Retrieve sequences from NCBI

Description

This tool retrieves sequences from the NCBI sequence databases based on given query terms. The tool is based on the NCBI Edirect package.

You can search for protein or nucleotide sequence entries, whose annotation matches the given search terms. A search term must be a single word consisting of letters and/or numbers. You can also use wildcard character *, to match any string. The search is case-insensitive: Mus and mus will produce the same matches.

The case of sequence length, a range should be defined with syntax from:to.
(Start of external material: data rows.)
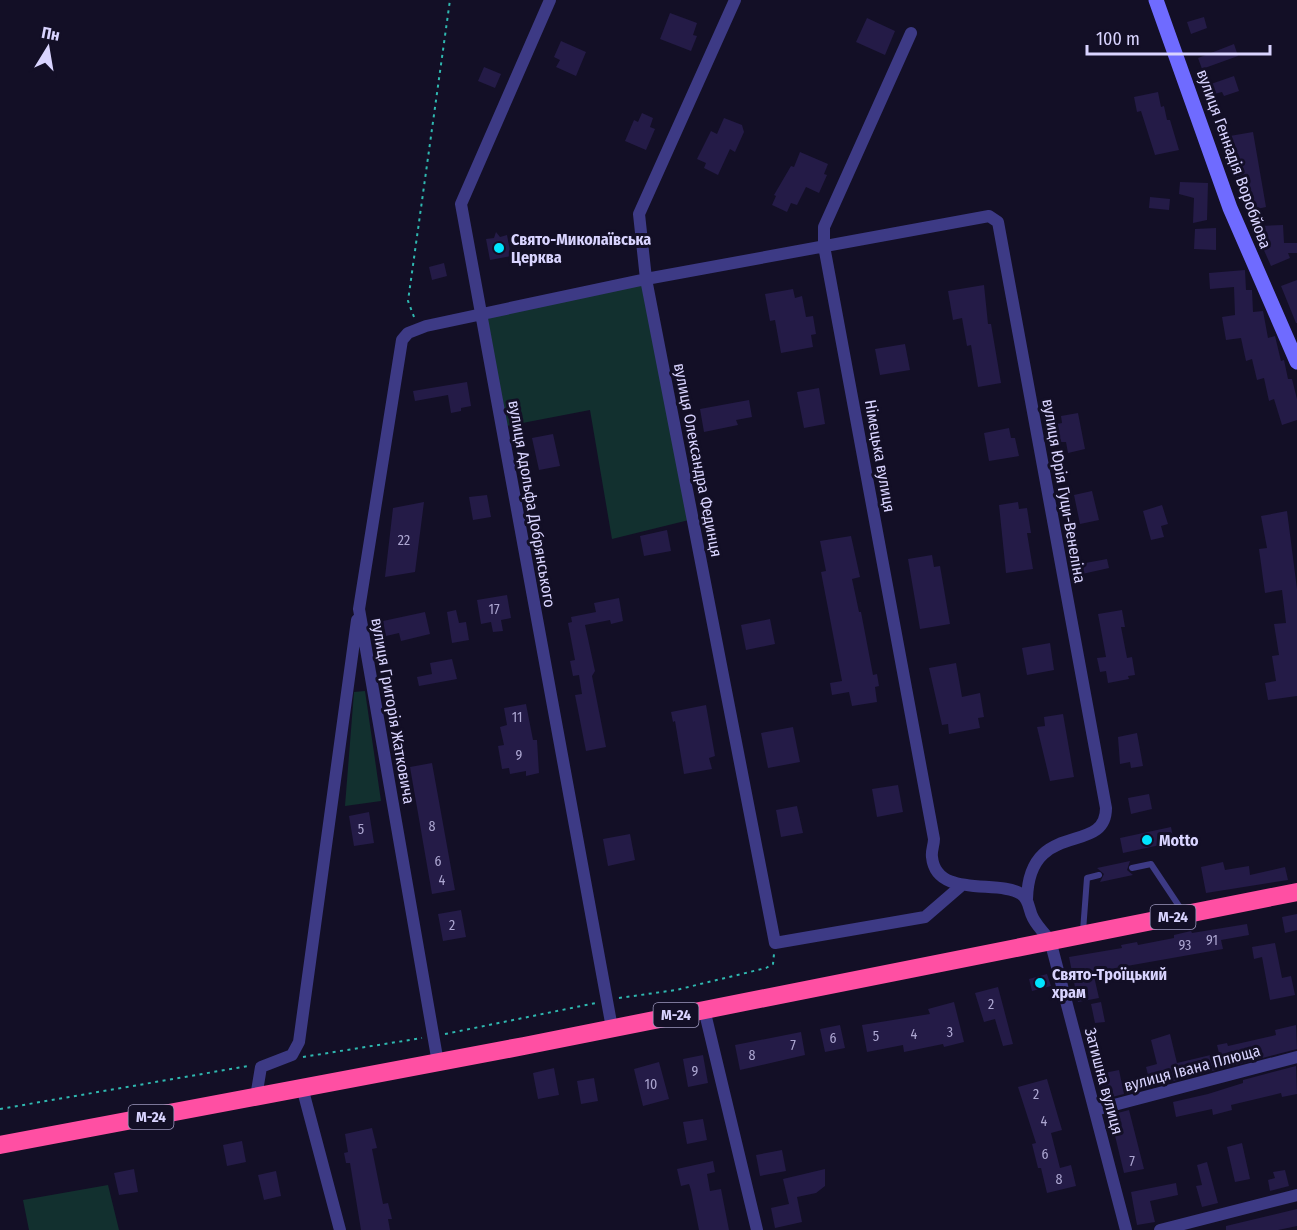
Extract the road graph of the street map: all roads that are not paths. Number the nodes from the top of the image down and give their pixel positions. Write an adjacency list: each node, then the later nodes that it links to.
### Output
1 (550, 0): 7 (street, вулиця Адольфа Добрянського)
2 (735, 0): 6 (street, вулиця Олександра Фединця)
3 (1156, 0): 8 (street, вулиця Геннадія Воробйова)
4 (911, 33): 5 (street, Німецька вулиця)
5 (824, 246): 6 (street, вулиця Григорія Жатковича); 12 (street, Німецька вулиця); 14 (street, вулиця Юрія Гуци-Венеліна)
6 (646, 279): 7 (street, вулиця Григорія Жатковича); 12 (street, вулиця Олександра Фединця)
7 (480, 315): 9 (street, вулиця Григорія Жатковича); 19 (street, вулиця Адольфа Добрянського)
8 (1297, 362)
9 (359, 609): 21 (street, вулиця Григорія Жатковича); 23 (street)
10 (1132, 868): 15 (lane)
11 (1098, 875): 16 (lane)
12 (962, 885): 14 (street)
13 (1297, 892): 15 (highway, М-24)
14 (1027, 899): 17 (street)
15 (1185, 915): 16 (highway, М-24)
16 (1083, 933): 17 (highway, М-24)
17 (1050, 940): 18 (highway, М-24); 24 (street, Затишна вулиця)
18 (704, 1010): 19 (highway, М-24); 28 (street)
19 (612, 1028): 21 (highway, М-24)
20 (1297, 1057): 24 (street, вулиця Івана Плюща)
21 (438, 1063): 22 (highway, М-24)
22 (302, 1087): 23 (highway, М-24); 27 (street)
23 (256, 1097): 25 (highway, М-24)
24 (1095, 1110): 29 (street, Затишна вулиця)
25 (0, 1145)
26 (1297, 1195): 30 (street)
27 (340, 1230)
28 (757, 1230)
29 (1126, 1230)
30 (1160, 1230)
For example: 120:125

The available search fields are
  • All fields
  • Keywords
  • Author
  • Organism
  • Accession
  • Gene name
  • Protein name
  • Sequence length
  • One search can include 1-3 search terms that are combined using the given logical operator (AND, OR, NOT).
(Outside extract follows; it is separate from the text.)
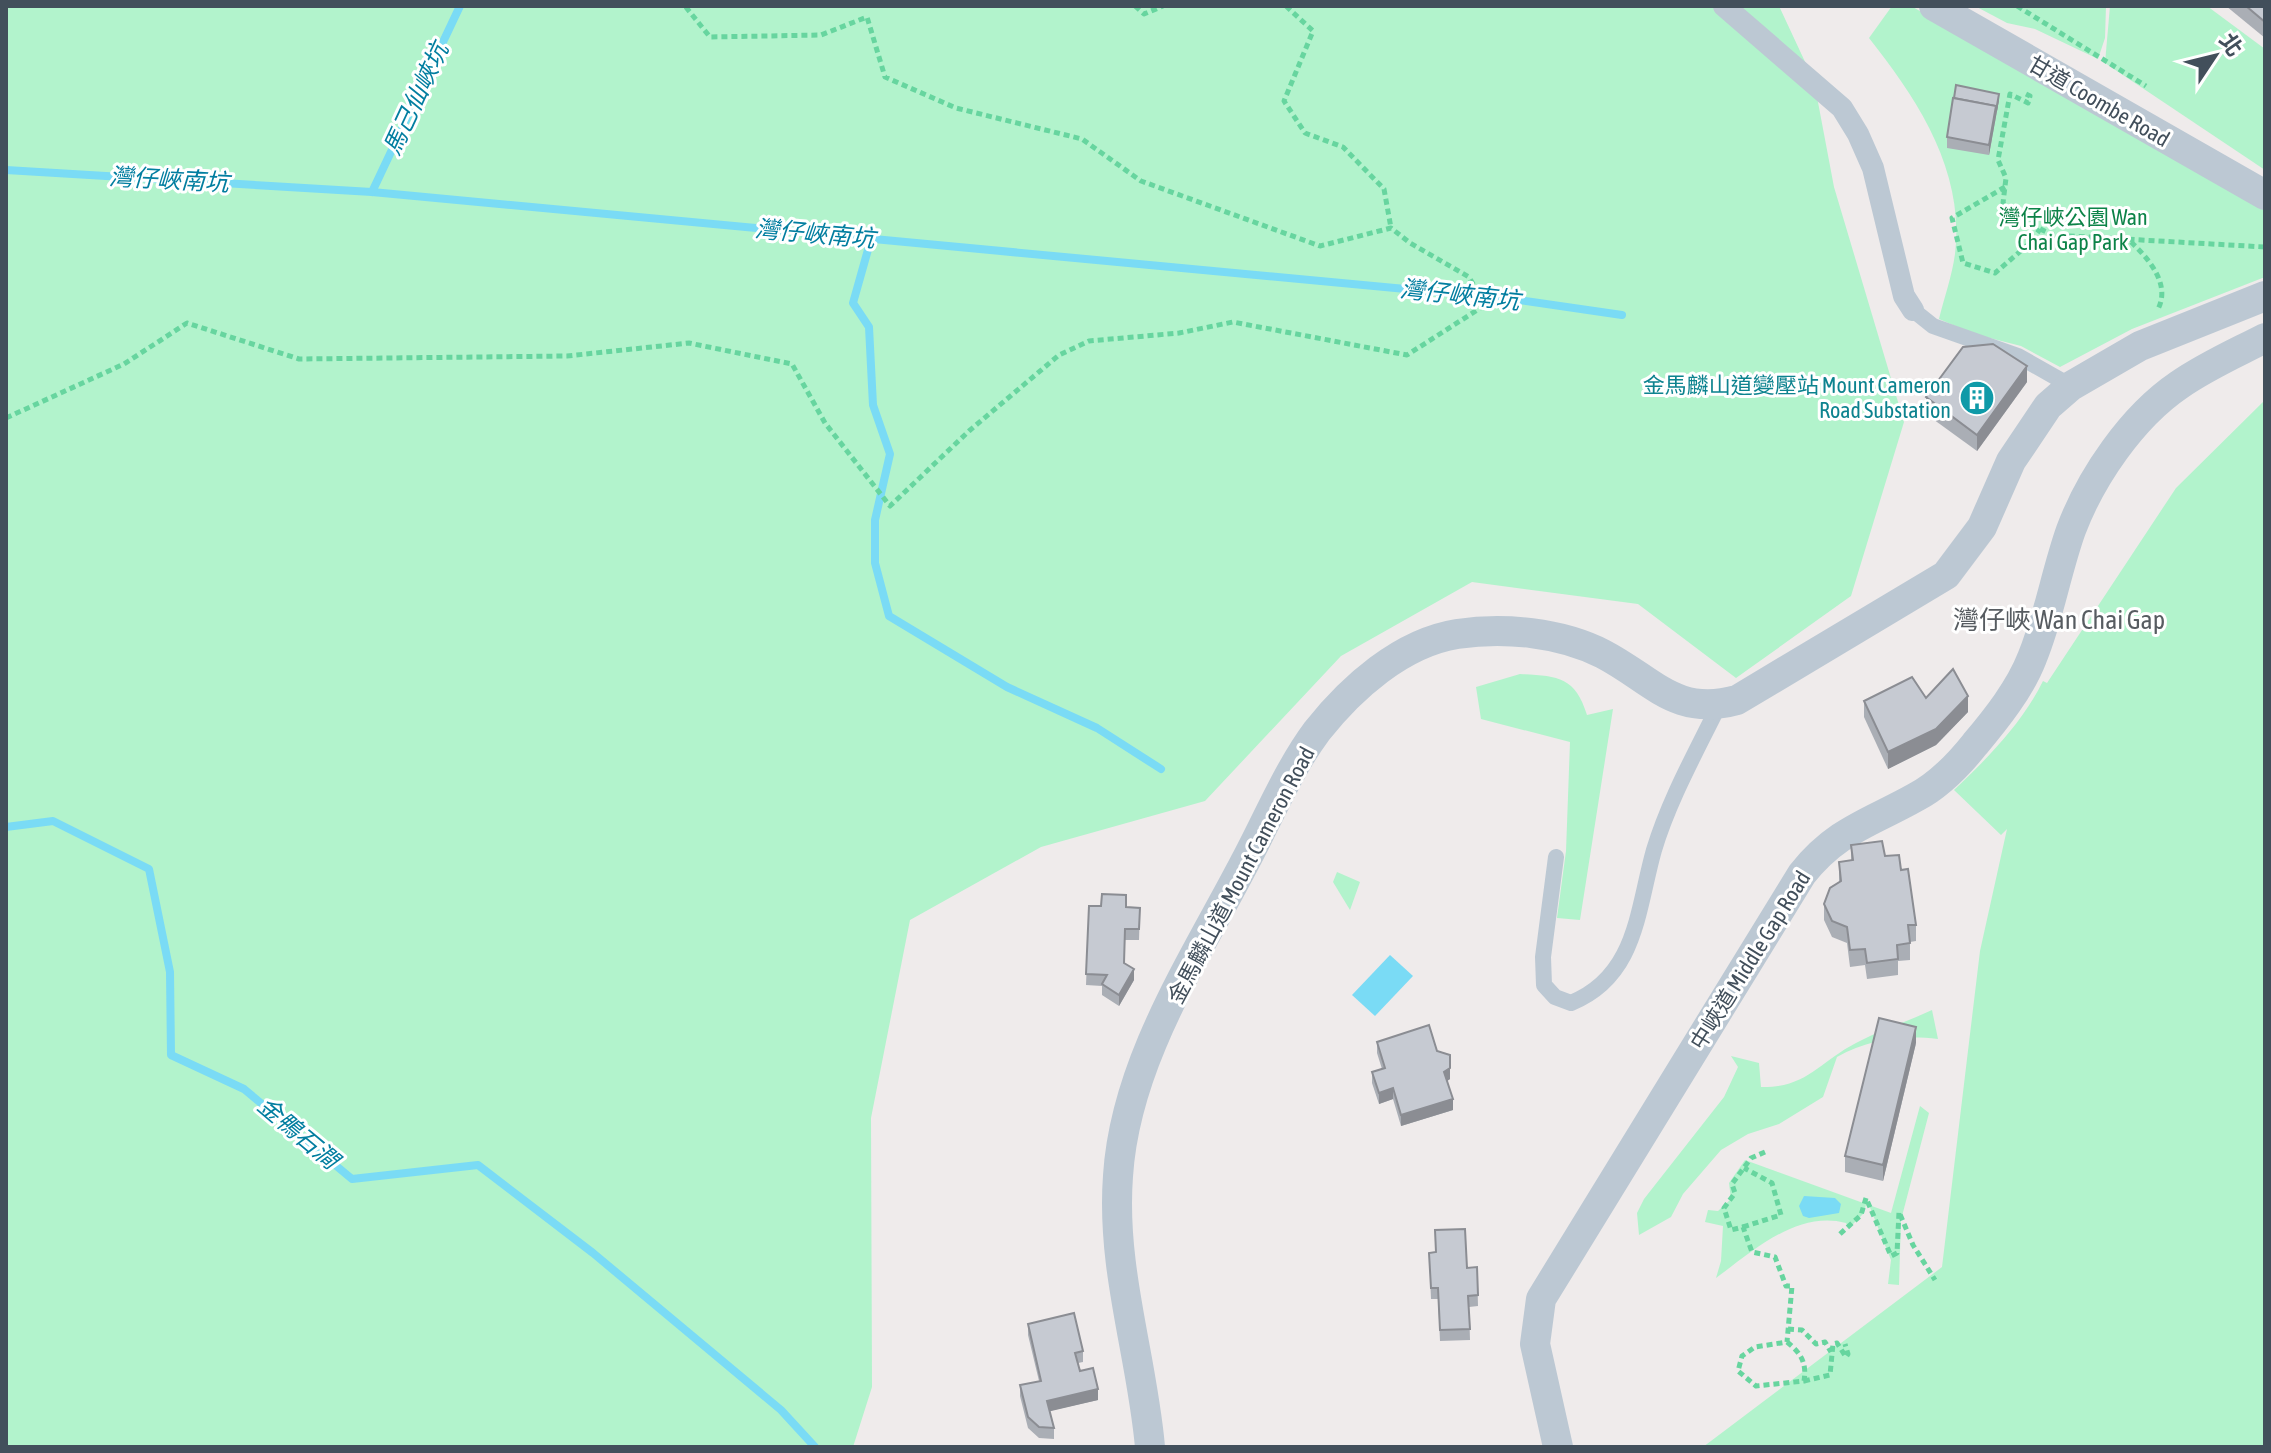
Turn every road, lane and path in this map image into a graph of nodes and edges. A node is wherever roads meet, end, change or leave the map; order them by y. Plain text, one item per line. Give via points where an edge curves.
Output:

    The matching sequences are by default saved in FASTA format, but also native Genbank formats, that include the sequence annotation too, can be used.

    Details

    As retrieving data from NCBI server takes time, the maximum number of hits to be retrieved is set to 50 000 hits. However, in the case of nucleotides, 50 000 hits may already be far too big data set to download a as one "hit" may be a complete chromosome or genome.

    Output

    The matching sequences are by default saved in fasta format, but also native Genbank formats, that include the sequence annotation too, can be used.